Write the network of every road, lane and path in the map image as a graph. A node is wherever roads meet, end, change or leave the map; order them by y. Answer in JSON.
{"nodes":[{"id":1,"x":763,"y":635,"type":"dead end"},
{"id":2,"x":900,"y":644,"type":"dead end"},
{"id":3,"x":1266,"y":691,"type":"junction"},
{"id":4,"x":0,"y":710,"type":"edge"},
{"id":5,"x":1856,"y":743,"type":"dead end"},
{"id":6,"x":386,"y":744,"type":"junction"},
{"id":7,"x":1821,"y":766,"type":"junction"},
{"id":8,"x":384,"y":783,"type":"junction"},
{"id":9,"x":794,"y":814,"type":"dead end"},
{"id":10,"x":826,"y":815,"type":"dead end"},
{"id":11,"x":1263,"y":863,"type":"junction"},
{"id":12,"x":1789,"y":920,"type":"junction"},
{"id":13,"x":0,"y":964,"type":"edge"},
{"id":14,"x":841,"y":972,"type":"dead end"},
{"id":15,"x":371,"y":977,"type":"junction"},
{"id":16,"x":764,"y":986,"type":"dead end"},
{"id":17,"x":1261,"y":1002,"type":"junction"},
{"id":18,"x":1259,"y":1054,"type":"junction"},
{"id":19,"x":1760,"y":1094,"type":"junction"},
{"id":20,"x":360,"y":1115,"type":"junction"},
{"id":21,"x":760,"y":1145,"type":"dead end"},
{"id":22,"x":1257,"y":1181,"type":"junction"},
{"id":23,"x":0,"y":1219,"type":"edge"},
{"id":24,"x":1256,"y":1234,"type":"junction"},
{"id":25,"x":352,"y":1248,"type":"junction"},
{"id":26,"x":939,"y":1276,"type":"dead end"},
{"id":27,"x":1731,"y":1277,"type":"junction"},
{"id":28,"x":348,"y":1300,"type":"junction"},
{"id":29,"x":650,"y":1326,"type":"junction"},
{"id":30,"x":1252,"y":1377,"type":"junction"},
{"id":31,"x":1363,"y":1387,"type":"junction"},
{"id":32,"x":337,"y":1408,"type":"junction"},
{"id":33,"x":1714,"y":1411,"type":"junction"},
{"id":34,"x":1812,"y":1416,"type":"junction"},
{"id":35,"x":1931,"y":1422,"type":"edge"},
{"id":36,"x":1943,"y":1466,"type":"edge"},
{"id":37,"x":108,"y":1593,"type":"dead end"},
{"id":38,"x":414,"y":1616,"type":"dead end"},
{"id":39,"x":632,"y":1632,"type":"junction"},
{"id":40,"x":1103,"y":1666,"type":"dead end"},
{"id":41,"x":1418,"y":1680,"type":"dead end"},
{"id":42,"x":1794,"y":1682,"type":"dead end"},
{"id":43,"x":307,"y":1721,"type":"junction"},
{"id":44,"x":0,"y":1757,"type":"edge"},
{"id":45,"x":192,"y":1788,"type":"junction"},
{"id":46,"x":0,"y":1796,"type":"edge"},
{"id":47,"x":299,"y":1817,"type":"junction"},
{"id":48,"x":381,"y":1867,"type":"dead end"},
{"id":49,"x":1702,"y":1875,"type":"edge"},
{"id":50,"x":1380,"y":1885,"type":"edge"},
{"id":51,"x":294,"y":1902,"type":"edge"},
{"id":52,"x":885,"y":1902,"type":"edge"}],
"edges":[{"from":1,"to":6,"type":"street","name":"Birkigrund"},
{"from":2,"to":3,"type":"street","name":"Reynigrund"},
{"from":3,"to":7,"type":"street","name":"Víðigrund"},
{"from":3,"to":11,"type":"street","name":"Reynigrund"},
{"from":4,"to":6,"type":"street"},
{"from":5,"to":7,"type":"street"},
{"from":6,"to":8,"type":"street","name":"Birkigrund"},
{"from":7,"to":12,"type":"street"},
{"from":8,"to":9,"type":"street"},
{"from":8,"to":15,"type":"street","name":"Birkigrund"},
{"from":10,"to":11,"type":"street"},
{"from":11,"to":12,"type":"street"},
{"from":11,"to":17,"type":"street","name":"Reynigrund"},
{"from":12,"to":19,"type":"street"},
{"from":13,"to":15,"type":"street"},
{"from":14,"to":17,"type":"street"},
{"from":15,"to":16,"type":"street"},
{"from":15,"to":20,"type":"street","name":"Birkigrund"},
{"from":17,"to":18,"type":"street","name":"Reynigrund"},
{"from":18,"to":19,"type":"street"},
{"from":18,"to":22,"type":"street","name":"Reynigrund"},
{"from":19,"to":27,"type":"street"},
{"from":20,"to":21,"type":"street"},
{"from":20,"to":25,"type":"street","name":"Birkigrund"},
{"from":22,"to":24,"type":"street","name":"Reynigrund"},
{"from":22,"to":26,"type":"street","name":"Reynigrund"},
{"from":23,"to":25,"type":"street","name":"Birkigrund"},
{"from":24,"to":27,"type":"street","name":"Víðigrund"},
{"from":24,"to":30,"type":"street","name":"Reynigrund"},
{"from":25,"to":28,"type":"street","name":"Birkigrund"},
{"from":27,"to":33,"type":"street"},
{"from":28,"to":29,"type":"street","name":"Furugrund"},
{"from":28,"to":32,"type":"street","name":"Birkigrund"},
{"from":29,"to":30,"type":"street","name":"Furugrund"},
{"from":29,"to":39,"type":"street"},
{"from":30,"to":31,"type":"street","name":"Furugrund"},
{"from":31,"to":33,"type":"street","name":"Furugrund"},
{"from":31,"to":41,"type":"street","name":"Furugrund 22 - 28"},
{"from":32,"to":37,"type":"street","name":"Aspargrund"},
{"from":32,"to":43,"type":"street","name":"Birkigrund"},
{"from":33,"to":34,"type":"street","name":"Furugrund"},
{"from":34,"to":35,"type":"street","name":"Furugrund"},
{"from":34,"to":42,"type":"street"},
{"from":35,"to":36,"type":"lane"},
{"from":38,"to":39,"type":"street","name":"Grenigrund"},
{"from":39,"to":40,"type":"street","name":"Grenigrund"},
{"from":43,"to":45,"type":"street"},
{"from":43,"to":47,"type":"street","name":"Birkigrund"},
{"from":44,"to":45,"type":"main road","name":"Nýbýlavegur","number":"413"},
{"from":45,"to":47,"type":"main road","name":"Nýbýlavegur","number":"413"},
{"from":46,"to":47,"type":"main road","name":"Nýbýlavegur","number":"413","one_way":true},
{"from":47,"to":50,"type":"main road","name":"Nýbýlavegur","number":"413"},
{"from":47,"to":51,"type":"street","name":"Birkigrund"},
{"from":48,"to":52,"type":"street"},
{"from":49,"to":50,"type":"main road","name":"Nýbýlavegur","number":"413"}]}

::::

§ TASK BRIEF
Set the listing above down once more in full, exactly as it is.

§ OUTPUT OF THE EXERCISE
Write the network of every road, lane and path in the map image as a graph. A node is wherever roads meet, end, change or leave the map; order them by y. Answer in JSON.
{"nodes":[{"id":1,"x":763,"y":635,"type":"dead end"},
{"id":2,"x":900,"y":644,"type":"dead end"},
{"id":3,"x":1266,"y":691,"type":"junction"},
{"id":4,"x":0,"y":710,"type":"edge"},
{"id":5,"x":1856,"y":743,"type":"dead end"},
{"id":6,"x":386,"y":744,"type":"junction"},
{"id":7,"x":1821,"y":766,"type":"junction"},
{"id":8,"x":384,"y":783,"type":"junction"},
{"id":9,"x":794,"y":814,"type":"dead end"},
{"id":10,"x":826,"y":815,"type":"dead end"},
{"id":11,"x":1263,"y":863,"type":"junction"},
{"id":12,"x":1789,"y":920,"type":"junction"},
{"id":13,"x":0,"y":964,"type":"edge"},
{"id":14,"x":841,"y":972,"type":"dead end"},
{"id":15,"x":371,"y":977,"type":"junction"},
{"id":16,"x":764,"y":986,"type":"dead end"},
{"id":17,"x":1261,"y":1002,"type":"junction"},
{"id":18,"x":1259,"y":1054,"type":"junction"},
{"id":19,"x":1760,"y":1094,"type":"junction"},
{"id":20,"x":360,"y":1115,"type":"junction"},
{"id":21,"x":760,"y":1145,"type":"dead end"},
{"id":22,"x":1257,"y":1181,"type":"junction"},
{"id":23,"x":0,"y":1219,"type":"edge"},
{"id":24,"x":1256,"y":1234,"type":"junction"},
{"id":25,"x":352,"y":1248,"type":"junction"},
{"id":26,"x":939,"y":1276,"type":"dead end"},
{"id":27,"x":1731,"y":1277,"type":"junction"},
{"id":28,"x":348,"y":1300,"type":"junction"},
{"id":29,"x":650,"y":1326,"type":"junction"},
{"id":30,"x":1252,"y":1377,"type":"junction"},
{"id":31,"x":1363,"y":1387,"type":"junction"},
{"id":32,"x":337,"y":1408,"type":"junction"},
{"id":33,"x":1714,"y":1411,"type":"junction"},
{"id":34,"x":1812,"y":1416,"type":"junction"},
{"id":35,"x":1931,"y":1422,"type":"edge"},
{"id":36,"x":1943,"y":1466,"type":"edge"},
{"id":37,"x":108,"y":1593,"type":"dead end"},
{"id":38,"x":414,"y":1616,"type":"dead end"},
{"id":39,"x":632,"y":1632,"type":"junction"},
{"id":40,"x":1103,"y":1666,"type":"dead end"},
{"id":41,"x":1418,"y":1680,"type":"dead end"},
{"id":42,"x":1794,"y":1682,"type":"dead end"},
{"id":43,"x":307,"y":1721,"type":"junction"},
{"id":44,"x":0,"y":1757,"type":"edge"},
{"id":45,"x":192,"y":1788,"type":"junction"},
{"id":46,"x":0,"y":1796,"type":"edge"},
{"id":47,"x":299,"y":1817,"type":"junction"},
{"id":48,"x":381,"y":1867,"type":"dead end"},
{"id":49,"x":1702,"y":1875,"type":"edge"},
{"id":50,"x":1380,"y":1885,"type":"edge"},
{"id":51,"x":294,"y":1902,"type":"edge"},
{"id":52,"x":885,"y":1902,"type":"edge"}],
"edges":[{"from":1,"to":6,"type":"street","name":"Birkigrund"},
{"from":2,"to":3,"type":"street","name":"Reynigrund"},
{"from":3,"to":7,"type":"street","name":"Víðigrund"},
{"from":3,"to":11,"type":"street","name":"Reynigrund"},
{"from":4,"to":6,"type":"street"},
{"from":5,"to":7,"type":"street"},
{"from":6,"to":8,"type":"street","name":"Birkigrund"},
{"from":7,"to":12,"type":"street"},
{"from":8,"to":9,"type":"street"},
{"from":8,"to":15,"type":"street","name":"Birkigrund"},
{"from":10,"to":11,"type":"street"},
{"from":11,"to":12,"type":"street"},
{"from":11,"to":17,"type":"street","name":"Reynigrund"},
{"from":12,"to":19,"type":"street"},
{"from":13,"to":15,"type":"street"},
{"from":14,"to":17,"type":"street"},
{"from":15,"to":16,"type":"street"},
{"from":15,"to":20,"type":"street","name":"Birkigrund"},
{"from":17,"to":18,"type":"street","name":"Reynigrund"},
{"from":18,"to":19,"type":"street"},
{"from":18,"to":22,"type":"street","name":"Reynigrund"},
{"from":19,"to":27,"type":"street"},
{"from":20,"to":21,"type":"street"},
{"from":20,"to":25,"type":"street","name":"Birkigrund"},
{"from":22,"to":24,"type":"street","name":"Reynigrund"},
{"from":22,"to":26,"type":"street","name":"Reynigrund"},
{"from":23,"to":25,"type":"street","name":"Birkigrund"},
{"from":24,"to":27,"type":"street","name":"Víðigrund"},
{"from":24,"to":30,"type":"street","name":"Reynigrund"},
{"from":25,"to":28,"type":"street","name":"Birkigrund"},
{"from":27,"to":33,"type":"street"},
{"from":28,"to":29,"type":"street","name":"Furugrund"},
{"from":28,"to":32,"type":"street","name":"Birkigrund"},
{"from":29,"to":30,"type":"street","name":"Furugrund"},
{"from":29,"to":39,"type":"street"},
{"from":30,"to":31,"type":"street","name":"Furugrund"},
{"from":31,"to":33,"type":"street","name":"Furugrund"},
{"from":31,"to":41,"type":"street","name":"Furugrund 22 - 28"},
{"from":32,"to":37,"type":"street","name":"Aspargrund"},
{"from":32,"to":43,"type":"street","name":"Birkigrund"},
{"from":33,"to":34,"type":"street","name":"Furugrund"},
{"from":34,"to":35,"type":"street","name":"Furugrund"},
{"from":34,"to":42,"type":"street"},
{"from":35,"to":36,"type":"lane"},
{"from":38,"to":39,"type":"street","name":"Grenigrund"},
{"from":39,"to":40,"type":"street","name":"Grenigrund"},
{"from":43,"to":45,"type":"street"},
{"from":43,"to":47,"type":"street","name":"Birkigrund"},
{"from":44,"to":45,"type":"main road","name":"Nýbýlavegur","number":"413"},
{"from":45,"to":47,"type":"main road","name":"Nýbýlavegur","number":"413"},
{"from":46,"to":47,"type":"main road","name":"Nýbýlavegur","number":"413","one_way":true},
{"from":47,"to":50,"type":"main road","name":"Nýbýlavegur","number":"413"},
{"from":47,"to":51,"type":"street","name":"Birkigrund"},
{"from":48,"to":52,"type":"street"},
{"from":49,"to":50,"type":"main road","name":"Nýbýlavegur","number":"413"}]}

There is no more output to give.